» WHAT YOU ARE ASKED TO DO
Copy out all lines in the data below containing the string "Murray".

» GIVEN INFORMATION
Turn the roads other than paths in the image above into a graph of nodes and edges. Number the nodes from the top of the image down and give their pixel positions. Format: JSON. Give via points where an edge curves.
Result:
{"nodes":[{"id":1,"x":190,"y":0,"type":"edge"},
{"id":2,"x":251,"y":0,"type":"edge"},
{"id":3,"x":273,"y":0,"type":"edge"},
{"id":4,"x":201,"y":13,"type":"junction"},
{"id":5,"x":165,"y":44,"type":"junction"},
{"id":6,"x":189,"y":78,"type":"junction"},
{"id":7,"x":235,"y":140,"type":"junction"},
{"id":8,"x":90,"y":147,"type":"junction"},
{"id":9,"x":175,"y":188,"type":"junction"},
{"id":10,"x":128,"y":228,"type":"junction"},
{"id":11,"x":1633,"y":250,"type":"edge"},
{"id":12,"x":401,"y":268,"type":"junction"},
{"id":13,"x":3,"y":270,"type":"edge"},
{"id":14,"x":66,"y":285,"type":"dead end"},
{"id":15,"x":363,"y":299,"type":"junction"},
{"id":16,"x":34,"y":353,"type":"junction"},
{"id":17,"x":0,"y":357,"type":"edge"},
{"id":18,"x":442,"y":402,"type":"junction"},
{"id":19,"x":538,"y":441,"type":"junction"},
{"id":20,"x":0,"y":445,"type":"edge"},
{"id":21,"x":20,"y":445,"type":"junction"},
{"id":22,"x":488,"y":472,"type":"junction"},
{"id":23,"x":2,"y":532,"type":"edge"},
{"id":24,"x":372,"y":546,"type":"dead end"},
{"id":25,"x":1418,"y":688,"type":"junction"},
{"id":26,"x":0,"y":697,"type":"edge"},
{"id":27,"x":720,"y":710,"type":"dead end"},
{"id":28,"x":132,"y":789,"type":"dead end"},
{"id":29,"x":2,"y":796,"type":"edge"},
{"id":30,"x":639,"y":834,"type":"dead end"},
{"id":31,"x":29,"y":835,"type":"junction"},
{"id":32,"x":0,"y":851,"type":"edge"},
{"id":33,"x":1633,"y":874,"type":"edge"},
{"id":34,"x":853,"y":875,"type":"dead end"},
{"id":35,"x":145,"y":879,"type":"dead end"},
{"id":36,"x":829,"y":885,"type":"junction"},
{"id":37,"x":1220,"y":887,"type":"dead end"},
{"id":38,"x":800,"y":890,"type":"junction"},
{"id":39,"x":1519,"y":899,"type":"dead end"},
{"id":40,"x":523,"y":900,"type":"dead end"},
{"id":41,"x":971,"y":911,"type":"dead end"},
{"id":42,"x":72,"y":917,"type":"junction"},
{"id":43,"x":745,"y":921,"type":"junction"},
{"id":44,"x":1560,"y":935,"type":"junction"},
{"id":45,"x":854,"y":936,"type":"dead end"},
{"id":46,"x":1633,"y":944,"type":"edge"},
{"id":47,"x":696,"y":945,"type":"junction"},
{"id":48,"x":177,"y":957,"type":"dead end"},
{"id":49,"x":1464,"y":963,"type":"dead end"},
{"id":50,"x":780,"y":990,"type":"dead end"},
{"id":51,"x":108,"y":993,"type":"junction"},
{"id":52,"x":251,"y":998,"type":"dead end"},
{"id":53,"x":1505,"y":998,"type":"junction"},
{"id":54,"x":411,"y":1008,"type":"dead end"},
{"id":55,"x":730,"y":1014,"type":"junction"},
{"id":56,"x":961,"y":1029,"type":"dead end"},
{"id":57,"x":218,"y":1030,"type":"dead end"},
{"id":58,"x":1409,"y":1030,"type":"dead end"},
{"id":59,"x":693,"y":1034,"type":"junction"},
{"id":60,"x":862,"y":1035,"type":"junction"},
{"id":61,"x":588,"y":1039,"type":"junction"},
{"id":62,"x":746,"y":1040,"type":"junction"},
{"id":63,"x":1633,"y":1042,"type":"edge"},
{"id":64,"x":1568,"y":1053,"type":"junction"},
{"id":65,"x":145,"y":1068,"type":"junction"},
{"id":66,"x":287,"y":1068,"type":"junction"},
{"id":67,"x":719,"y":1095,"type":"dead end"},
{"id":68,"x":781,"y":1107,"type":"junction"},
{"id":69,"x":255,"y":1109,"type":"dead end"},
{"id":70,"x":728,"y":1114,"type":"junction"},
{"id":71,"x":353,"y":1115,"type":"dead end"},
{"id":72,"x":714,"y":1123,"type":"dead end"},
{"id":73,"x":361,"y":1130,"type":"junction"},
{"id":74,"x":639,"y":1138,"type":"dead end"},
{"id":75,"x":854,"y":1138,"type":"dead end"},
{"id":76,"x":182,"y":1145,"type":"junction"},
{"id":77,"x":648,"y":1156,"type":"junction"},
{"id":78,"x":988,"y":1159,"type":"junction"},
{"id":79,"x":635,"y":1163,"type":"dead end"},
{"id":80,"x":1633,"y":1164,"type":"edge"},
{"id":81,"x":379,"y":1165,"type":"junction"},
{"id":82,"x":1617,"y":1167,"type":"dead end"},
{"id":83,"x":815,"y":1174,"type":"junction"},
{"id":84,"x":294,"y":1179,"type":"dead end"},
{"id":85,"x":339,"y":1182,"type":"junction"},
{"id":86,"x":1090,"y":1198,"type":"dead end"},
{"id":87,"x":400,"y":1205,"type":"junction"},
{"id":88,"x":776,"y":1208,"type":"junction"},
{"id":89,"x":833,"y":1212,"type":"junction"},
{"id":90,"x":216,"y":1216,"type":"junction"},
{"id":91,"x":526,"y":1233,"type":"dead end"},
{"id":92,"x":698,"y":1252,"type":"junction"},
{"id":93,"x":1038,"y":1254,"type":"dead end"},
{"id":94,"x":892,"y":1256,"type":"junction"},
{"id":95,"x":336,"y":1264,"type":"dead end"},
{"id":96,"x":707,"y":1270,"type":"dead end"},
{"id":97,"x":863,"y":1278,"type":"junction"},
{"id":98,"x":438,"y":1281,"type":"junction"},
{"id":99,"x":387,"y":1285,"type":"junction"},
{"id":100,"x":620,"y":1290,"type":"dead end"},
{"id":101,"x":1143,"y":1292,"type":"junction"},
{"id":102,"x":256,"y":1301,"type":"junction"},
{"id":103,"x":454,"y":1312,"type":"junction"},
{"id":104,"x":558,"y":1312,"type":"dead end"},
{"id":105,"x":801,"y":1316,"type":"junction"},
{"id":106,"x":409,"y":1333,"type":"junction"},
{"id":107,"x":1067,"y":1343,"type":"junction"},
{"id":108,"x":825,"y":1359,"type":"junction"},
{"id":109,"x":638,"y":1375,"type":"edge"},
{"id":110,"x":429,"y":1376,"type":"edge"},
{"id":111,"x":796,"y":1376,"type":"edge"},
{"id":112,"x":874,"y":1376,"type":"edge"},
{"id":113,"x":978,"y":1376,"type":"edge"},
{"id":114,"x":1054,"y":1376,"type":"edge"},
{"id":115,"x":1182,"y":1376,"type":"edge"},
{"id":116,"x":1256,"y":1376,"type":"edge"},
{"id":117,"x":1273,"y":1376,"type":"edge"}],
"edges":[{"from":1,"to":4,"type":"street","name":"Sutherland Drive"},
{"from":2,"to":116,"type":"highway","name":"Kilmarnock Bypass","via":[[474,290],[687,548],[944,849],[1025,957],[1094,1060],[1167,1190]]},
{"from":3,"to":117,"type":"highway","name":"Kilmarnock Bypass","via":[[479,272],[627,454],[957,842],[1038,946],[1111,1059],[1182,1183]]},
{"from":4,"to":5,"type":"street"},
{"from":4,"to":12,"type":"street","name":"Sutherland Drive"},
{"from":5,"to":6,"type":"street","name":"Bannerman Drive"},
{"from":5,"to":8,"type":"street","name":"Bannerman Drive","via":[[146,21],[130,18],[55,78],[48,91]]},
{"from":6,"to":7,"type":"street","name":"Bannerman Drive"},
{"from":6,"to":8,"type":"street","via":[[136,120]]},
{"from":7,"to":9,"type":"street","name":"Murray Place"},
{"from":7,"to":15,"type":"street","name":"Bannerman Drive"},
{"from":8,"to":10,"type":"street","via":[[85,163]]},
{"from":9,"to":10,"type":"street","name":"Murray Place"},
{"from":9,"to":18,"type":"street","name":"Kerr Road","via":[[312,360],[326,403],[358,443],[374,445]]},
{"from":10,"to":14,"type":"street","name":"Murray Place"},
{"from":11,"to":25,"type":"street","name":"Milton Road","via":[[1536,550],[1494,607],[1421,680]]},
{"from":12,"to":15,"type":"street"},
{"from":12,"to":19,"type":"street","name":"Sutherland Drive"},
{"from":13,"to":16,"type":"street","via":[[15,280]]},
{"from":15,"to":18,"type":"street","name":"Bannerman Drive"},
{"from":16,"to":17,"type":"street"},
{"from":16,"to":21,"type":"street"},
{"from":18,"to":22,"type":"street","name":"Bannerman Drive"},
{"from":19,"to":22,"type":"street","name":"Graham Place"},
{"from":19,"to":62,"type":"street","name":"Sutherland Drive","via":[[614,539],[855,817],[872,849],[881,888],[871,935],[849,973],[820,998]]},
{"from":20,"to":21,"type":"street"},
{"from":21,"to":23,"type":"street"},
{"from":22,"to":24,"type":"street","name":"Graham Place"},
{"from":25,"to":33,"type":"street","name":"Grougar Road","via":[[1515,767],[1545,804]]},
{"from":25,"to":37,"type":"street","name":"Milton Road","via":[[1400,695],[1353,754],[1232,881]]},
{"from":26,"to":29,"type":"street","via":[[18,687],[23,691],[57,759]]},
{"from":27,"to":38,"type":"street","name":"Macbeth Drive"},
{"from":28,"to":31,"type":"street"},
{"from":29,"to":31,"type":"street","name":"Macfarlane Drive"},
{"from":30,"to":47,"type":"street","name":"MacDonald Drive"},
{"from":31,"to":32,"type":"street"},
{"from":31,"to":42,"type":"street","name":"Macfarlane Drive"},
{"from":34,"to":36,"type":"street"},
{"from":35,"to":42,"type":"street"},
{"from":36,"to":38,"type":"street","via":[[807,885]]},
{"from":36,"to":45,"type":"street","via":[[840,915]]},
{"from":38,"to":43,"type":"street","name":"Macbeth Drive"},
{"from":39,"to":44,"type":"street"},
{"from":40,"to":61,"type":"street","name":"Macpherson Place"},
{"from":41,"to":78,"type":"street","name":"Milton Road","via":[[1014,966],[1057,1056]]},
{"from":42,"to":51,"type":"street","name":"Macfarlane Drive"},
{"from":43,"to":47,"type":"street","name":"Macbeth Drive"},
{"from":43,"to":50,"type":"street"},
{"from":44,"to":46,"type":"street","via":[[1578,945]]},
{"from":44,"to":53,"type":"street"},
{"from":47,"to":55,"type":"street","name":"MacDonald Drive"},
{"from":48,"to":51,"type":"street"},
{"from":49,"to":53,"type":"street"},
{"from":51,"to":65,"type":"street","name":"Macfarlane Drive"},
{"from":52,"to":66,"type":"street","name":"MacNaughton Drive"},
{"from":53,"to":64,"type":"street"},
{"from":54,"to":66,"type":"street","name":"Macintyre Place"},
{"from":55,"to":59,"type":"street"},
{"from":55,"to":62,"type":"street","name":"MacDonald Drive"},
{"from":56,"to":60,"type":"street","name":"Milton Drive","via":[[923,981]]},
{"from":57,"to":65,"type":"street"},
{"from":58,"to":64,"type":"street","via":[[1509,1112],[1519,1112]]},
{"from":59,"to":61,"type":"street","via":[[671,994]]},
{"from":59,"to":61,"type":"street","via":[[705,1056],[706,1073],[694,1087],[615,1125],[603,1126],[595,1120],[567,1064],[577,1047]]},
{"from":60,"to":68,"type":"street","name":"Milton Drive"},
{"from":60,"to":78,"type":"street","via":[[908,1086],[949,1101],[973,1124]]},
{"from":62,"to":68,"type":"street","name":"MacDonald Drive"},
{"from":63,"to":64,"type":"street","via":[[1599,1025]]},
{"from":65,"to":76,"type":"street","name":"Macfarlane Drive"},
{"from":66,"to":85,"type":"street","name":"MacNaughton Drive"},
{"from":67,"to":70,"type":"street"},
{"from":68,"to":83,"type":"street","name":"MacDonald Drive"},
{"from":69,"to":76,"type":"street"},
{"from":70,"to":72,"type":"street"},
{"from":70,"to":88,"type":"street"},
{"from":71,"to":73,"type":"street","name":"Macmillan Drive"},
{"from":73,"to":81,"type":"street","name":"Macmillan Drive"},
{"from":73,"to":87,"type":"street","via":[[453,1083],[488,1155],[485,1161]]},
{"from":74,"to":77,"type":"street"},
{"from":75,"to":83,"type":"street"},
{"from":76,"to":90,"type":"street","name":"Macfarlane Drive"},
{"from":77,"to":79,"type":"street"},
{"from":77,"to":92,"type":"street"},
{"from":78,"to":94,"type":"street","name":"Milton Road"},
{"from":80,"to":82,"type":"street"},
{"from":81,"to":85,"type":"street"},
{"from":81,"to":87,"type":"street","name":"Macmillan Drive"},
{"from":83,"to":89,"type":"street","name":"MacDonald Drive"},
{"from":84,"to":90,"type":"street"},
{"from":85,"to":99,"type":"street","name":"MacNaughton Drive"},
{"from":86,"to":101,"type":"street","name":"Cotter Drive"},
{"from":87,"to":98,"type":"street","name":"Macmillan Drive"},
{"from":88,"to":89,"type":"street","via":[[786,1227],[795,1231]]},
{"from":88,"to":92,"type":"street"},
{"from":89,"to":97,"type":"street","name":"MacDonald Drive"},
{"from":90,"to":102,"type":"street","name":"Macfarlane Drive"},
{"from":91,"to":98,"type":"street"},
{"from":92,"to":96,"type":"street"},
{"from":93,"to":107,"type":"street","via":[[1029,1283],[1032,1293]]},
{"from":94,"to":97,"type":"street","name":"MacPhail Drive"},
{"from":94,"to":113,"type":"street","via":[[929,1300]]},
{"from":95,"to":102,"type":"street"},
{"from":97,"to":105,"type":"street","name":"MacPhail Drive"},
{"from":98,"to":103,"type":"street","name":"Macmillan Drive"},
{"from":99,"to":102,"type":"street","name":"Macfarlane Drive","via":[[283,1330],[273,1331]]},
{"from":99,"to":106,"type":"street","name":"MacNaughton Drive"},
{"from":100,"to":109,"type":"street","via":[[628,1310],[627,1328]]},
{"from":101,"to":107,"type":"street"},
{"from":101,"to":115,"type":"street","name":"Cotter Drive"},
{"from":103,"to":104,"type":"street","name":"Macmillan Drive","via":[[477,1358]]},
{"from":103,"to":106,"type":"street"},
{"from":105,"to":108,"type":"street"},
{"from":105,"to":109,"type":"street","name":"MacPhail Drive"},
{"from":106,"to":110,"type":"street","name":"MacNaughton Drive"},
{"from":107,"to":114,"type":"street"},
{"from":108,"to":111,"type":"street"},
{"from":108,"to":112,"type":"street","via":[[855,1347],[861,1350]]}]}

» EXERCISE RESULT
{"from":7,"to":9,"type":"street","name":"Murray Place"},
{"from":9,"to":10,"type":"street","name":"Murray Place"},
{"from":10,"to":14,"type":"street","name":"Murray Place"},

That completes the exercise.